2.3 Introduction to Data Visualization

Data visualization is the graphical representation of information and data. It helps us understand patterns, trends, and relationships in data that might not be apparent from raw numbers.

Why Visualization Matters in Business

Effective data visualization is crucial in business analytics for several reasons:

  1. Communication: Visualizations make complex data accessible to stakeholders with varying technical backgrounds.
  2. Pattern Recognition: Humans are better at identifying patterns visually than by looking at raw numbers.
  3. Decision Making: Well-designed visualizations can facilitate faster and more informed business decisions.
  4. Storytelling: Visualizations help tell a compelling story with data, making insights more memorable.
  5. Exploration: Visualizations allow analysts to explore data interactively and discover unexpected insights.
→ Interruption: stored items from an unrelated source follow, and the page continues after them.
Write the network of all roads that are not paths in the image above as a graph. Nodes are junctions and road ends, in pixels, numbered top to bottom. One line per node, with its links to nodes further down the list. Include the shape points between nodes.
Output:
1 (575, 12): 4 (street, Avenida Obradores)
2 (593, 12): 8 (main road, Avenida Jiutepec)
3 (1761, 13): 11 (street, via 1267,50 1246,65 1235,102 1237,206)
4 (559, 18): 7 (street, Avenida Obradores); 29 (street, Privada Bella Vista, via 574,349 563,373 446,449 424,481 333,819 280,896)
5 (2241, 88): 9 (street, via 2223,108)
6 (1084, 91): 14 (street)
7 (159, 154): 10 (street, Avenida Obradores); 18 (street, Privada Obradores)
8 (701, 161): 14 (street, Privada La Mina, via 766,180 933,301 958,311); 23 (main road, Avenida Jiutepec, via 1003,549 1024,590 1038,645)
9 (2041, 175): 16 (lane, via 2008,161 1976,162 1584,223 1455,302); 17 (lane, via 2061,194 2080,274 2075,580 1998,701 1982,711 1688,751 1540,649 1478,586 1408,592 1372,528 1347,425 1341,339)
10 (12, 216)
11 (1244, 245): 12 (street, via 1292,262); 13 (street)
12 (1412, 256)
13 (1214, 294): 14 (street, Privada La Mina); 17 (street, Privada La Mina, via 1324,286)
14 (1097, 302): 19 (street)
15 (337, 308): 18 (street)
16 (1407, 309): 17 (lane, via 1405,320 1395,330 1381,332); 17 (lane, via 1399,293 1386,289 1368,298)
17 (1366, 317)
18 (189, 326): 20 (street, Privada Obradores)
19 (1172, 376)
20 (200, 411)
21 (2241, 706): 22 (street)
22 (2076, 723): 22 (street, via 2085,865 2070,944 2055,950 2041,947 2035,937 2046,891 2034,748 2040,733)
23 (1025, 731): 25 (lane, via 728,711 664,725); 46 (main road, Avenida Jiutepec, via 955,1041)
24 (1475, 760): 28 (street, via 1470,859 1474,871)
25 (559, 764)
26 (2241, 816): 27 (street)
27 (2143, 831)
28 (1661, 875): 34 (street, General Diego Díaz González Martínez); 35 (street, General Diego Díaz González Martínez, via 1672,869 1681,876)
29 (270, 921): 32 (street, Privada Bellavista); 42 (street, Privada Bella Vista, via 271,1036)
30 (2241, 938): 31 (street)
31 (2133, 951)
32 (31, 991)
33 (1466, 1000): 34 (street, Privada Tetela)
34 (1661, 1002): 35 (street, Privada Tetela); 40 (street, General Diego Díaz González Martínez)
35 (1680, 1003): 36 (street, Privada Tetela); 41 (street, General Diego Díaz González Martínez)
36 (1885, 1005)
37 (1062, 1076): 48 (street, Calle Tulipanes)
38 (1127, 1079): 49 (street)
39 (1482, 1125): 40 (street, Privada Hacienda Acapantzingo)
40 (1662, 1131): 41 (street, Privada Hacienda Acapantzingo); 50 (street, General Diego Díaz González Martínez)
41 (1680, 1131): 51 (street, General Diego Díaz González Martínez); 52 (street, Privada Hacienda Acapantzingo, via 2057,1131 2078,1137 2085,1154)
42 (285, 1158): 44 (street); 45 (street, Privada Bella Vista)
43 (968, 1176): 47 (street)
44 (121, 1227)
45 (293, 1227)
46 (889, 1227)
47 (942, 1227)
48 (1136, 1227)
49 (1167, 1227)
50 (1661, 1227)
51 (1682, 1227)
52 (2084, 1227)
Principles of Effective Data Visualization

When creating visualizations, keep these principles in mind:

  1. Clarity: The visualization should clearly communicate the intended message.
  2. Simplicity: Avoid unnecessary complexity or β€œchart junk” that distracts from the data.
  3. Accuracy: The visualization should accurately represent the data without distortion.
  4. Context: Provide sufficient context for proper interpretation.
  5. Accessibility: Use color schemes and design elements that are accessible to all users.

2.4 Introduction to ggplot2

ggplot2 is a powerful and flexible package for creating data visualizations in R. It’s based on the Grammar of Graphics, a systematic approach to describing and building graphs.

The Grammar of Graphics

The Grammar of Graphics breaks down visualizations into components:

  1. Data: The dataset being visualized
  2. Aesthetics: Mapping of variables to visual properties (position, color, size, etc.)
  3. Geometries: The visual elements used to represent data (points, lines, bars, etc.)
  4. Facets: Splitting the plot into multiple panels
  5. Statistics: Statistical transformations applied to the data
  6. Coordinates: The coordinate system used
  7. Themes: Visual styling of the plot

Basic ggplot2 Syntax

The basic structure of a ggplot2 plot is:

ggplot(data = <DATA>) + 
  <GEOM_FUNCTION>(mapping = aes(<MAPPINGS>), stat = <STAT>, position = <POSITION>) +
  <COORDINATE_FUNCTION> +
  <FACET_FUNCTION> +
  <SCALE_FUNCTION> +
  <THEME_FUNCTION>

Let’s start with a simple example using the built-in mpg dataset:

# Basic scatterplot
ggplot(data = mpg) +
  geom_point(mapping = aes(x = displ, y = hwy))

Adding Aesthetics

We can map variables to additional aesthetics like color, size, and shape:

# Scatterplot with color
ggplot(data = mpg) +
  geom_point(mapping = aes(x = displ, y = hwy, color = class))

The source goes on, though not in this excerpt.